PROVIDED MATERIAL:
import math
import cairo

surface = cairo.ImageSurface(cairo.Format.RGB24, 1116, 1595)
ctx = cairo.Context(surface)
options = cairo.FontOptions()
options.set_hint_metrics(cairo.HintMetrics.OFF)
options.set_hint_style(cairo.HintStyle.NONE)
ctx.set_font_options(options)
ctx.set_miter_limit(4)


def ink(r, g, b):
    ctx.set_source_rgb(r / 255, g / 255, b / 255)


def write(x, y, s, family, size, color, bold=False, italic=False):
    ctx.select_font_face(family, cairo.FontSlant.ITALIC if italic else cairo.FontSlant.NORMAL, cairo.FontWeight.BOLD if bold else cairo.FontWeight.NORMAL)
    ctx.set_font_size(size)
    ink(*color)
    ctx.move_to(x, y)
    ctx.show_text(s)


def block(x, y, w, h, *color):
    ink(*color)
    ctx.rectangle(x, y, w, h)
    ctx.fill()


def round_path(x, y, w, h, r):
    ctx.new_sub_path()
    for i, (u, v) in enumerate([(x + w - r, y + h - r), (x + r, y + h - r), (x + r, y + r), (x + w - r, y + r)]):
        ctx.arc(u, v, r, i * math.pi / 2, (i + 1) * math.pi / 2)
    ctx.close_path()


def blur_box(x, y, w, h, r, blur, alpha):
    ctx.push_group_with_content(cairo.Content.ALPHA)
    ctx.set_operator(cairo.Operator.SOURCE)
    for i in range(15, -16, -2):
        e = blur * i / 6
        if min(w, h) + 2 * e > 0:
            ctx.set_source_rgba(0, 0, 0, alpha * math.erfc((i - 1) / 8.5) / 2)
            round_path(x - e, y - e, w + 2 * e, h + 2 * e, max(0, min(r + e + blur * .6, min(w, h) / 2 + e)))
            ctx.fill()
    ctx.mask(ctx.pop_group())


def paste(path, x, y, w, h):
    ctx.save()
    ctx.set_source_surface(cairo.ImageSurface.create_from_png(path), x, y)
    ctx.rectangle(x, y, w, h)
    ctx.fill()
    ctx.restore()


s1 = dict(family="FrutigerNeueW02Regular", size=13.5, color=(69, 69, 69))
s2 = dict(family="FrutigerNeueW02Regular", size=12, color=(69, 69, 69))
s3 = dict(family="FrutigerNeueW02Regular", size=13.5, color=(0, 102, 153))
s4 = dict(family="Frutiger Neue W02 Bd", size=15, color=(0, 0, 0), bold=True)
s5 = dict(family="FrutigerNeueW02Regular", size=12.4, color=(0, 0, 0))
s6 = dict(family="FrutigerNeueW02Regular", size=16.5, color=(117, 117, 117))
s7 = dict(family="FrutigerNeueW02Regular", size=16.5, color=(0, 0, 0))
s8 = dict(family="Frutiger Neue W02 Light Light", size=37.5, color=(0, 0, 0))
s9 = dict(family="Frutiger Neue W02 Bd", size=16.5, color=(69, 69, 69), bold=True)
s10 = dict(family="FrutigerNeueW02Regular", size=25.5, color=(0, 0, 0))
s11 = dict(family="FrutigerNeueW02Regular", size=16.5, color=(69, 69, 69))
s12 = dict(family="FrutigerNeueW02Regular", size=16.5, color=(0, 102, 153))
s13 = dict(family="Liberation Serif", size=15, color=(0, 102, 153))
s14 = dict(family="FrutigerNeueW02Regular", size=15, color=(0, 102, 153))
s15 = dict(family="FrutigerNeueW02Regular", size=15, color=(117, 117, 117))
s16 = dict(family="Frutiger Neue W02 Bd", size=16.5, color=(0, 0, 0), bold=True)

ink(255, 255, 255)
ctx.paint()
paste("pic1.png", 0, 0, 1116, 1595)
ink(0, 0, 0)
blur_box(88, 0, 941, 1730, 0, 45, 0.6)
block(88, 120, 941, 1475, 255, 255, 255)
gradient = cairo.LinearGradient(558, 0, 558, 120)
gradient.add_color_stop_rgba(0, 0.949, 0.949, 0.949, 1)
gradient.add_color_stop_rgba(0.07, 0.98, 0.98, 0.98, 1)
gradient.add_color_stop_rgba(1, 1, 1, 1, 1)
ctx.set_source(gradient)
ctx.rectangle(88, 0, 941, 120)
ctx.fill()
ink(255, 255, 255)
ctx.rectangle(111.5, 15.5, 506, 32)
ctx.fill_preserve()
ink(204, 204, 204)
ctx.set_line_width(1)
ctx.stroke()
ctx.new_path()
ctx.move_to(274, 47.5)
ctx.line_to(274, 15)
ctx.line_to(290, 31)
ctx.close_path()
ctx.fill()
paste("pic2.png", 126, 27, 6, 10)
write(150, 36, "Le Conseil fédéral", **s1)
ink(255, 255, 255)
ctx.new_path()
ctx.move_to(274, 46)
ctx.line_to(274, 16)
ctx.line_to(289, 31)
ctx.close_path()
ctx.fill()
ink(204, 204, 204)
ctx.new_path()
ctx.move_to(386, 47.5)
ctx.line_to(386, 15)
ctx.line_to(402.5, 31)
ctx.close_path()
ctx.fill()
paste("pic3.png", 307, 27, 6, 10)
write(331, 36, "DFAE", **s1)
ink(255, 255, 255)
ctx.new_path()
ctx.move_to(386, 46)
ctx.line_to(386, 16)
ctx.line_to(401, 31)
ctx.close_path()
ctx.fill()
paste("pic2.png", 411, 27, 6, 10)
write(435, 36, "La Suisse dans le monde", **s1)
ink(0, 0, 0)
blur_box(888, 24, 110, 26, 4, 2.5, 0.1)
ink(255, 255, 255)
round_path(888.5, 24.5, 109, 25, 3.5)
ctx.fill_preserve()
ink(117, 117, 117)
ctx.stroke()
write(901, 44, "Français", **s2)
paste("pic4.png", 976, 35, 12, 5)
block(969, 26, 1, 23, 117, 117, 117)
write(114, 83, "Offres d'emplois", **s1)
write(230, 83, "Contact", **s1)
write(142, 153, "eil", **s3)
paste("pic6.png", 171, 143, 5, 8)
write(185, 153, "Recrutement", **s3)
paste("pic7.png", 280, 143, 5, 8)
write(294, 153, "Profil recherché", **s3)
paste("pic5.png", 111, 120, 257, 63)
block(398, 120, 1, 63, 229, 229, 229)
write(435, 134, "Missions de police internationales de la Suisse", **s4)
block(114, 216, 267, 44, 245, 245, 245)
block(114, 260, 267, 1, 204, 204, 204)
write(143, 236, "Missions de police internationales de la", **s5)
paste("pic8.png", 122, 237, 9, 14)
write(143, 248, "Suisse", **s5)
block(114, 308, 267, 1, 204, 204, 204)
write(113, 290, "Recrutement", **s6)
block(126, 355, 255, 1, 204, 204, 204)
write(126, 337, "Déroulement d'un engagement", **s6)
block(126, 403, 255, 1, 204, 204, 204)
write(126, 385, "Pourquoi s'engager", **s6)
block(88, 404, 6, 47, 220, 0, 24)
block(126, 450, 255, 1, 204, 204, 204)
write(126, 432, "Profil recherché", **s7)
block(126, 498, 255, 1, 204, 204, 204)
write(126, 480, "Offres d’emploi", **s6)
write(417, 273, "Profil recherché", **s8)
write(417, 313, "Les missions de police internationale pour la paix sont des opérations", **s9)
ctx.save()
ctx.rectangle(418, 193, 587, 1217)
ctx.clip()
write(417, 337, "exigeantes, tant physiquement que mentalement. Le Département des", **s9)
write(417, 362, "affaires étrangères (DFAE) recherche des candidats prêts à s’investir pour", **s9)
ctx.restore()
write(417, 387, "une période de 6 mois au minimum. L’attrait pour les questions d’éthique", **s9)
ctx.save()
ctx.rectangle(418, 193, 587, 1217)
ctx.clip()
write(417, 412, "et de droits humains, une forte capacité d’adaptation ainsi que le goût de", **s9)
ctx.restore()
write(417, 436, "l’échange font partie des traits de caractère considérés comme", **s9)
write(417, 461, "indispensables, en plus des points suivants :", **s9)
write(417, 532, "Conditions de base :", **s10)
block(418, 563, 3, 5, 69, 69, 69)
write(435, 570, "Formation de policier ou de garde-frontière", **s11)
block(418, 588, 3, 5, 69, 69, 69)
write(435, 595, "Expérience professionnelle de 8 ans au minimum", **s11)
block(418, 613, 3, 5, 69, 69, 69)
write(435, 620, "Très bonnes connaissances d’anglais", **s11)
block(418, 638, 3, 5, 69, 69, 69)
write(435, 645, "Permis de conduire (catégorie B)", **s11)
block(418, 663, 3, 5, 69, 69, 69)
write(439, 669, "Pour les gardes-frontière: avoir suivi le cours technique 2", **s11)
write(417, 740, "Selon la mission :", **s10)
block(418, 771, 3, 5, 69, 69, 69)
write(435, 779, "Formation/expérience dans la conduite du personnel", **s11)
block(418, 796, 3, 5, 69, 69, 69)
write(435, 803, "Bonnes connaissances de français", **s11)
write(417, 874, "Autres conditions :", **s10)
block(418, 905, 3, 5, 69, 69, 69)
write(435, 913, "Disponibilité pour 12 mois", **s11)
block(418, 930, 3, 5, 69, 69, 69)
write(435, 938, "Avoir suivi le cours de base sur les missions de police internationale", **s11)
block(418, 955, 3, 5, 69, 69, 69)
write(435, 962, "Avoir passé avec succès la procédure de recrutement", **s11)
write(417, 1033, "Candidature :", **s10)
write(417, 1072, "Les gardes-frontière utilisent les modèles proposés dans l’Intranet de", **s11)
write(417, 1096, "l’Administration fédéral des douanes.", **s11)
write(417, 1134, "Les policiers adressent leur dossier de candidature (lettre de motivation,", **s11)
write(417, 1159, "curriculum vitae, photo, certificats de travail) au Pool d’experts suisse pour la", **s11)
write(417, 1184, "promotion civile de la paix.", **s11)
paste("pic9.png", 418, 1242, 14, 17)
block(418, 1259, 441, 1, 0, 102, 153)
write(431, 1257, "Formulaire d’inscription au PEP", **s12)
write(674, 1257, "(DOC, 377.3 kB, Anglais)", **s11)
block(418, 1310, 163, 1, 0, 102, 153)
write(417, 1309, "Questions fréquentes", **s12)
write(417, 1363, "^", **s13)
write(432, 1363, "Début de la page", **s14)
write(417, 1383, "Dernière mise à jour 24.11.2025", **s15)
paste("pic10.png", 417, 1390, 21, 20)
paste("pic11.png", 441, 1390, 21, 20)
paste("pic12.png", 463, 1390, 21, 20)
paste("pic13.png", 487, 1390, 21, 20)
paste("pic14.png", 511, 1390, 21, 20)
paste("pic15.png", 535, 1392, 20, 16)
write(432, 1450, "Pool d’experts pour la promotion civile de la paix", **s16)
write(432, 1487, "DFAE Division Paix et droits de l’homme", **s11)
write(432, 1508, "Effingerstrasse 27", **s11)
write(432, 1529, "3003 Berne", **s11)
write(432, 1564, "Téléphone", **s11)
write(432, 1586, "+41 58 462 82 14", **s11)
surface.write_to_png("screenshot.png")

YOUR TASK: What you give back should be only the lines of the records above, starting at the line with "ctx.line_to(274, 15)" and ending at the line with "ctx.line_to(401, 31)", restated word for word.

THE COMPLETED TASK:
ctx.line_to(274, 15)
ctx.line_to(290, 31)
ctx.close_path()
ctx.fill()
paste("pic2.png", 126, 27, 6, 10)
write(150, 36, "Le Conseil fédéral", **s1)
ink(255, 255, 255)
ctx.new_path()
ctx.move_to(274, 46)
ctx.line_to(274, 16)
ctx.line_to(289, 31)
ctx.close_path()
ctx.fill()
ink(204, 204, 204)
ctx.new_path()
ctx.move_to(386, 47.5)
ctx.line_to(386, 15)
ctx.line_to(402.5, 31)
ctx.close_path()
ctx.fill()
paste("pic3.png", 307, 27, 6, 10)
write(331, 36, "DFAE", **s1)
ink(255, 255, 255)
ctx.new_path()
ctx.move_to(386, 46)
ctx.line_to(386, 16)
ctx.line_to(401, 31)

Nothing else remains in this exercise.